Image result for Harry Hay

John Burnside, Harry Hay and Jim Kepner

April 6, 1912 – – Harry Hay (Activist, Co-founder of The Mattachine Society, 1950)  – Henry “Harry” Hay, Jr .(April 7, 1912 – October 24, 2002) was a teacher, labor advocate and early leader in the American LGBT rights movement.

Drawing on his background in the Communist Party USA, Hay co-founded the Mattachine Society, the first enduring LGBT rights organization in the United States.

in 1950. Following his ouster from Mattachine leadership in 1953, Hay largely withdrew from organized LGBT activism until the late 1970’s, although he continued to participate in the movement informally and following the 1969 Stonewall riots became involved in a local Gay Liberation Front chapter. 

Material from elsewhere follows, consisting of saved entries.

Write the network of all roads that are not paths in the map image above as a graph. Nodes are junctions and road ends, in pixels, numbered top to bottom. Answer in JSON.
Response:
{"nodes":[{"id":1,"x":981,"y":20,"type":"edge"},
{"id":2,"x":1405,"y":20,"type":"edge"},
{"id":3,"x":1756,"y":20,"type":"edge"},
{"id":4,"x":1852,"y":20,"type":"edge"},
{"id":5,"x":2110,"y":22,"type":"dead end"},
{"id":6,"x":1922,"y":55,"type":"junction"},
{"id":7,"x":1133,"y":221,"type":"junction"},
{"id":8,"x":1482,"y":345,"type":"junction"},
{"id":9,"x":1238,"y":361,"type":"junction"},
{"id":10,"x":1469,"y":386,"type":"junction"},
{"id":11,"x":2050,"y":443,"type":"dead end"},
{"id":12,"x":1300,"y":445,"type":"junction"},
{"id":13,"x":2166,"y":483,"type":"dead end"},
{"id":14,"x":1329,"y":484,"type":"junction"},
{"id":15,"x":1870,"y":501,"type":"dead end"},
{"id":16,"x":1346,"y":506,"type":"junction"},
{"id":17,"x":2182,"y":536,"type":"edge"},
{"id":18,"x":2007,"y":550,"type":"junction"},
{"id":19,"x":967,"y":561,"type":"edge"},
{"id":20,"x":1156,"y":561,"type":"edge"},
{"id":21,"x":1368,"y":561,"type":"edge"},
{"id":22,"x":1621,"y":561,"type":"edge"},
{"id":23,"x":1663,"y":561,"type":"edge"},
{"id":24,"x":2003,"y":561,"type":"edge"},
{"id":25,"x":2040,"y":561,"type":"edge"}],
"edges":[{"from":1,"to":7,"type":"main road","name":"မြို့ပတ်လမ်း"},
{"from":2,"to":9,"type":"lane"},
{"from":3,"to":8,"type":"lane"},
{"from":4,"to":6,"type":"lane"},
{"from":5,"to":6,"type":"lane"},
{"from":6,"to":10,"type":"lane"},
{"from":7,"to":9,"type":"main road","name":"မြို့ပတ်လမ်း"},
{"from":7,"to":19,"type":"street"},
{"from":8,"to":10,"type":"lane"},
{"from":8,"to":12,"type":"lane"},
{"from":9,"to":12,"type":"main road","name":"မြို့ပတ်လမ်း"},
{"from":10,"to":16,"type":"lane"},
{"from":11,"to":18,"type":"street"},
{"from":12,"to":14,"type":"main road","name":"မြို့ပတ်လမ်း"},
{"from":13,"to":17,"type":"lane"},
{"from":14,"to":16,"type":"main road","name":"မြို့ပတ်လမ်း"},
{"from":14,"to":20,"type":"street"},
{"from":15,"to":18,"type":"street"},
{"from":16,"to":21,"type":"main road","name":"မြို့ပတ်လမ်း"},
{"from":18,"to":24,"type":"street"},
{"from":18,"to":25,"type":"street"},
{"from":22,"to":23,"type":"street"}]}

Hay’s developing belief in the cultural minority status of homosexuals led him to take a stand against the assimilationism advocated by the majority of gay rights campaigners.

Said Hay:


“We pulled ugly green frog skin of heterosexual conformity over us, and that’s how we got through school with a full set of teeth. We know how to live through their eyes. We can always play their games, but are we denying ourselves by doing this? If you’re going to carry the skin of conformity over you, you are going to suppress the beautiful prince or princess within you. “

In 1979, Hay and his longtime companion, inventor John Burnside, founded the Radical Faeries. The term “Radical” was chosen to reflect both political extremity and the idea of “root” or “essence”, while the term “Faerie” was chosen in reference both to the immortal animistic spirits of European folklore and to the fact that “fairy” had become a pejorative slang term for gay men.

Hay and Burnside remained together for almost 40 years, from 1963 until Hay’s death.

Unfortunately Hay’s life was not without controversy.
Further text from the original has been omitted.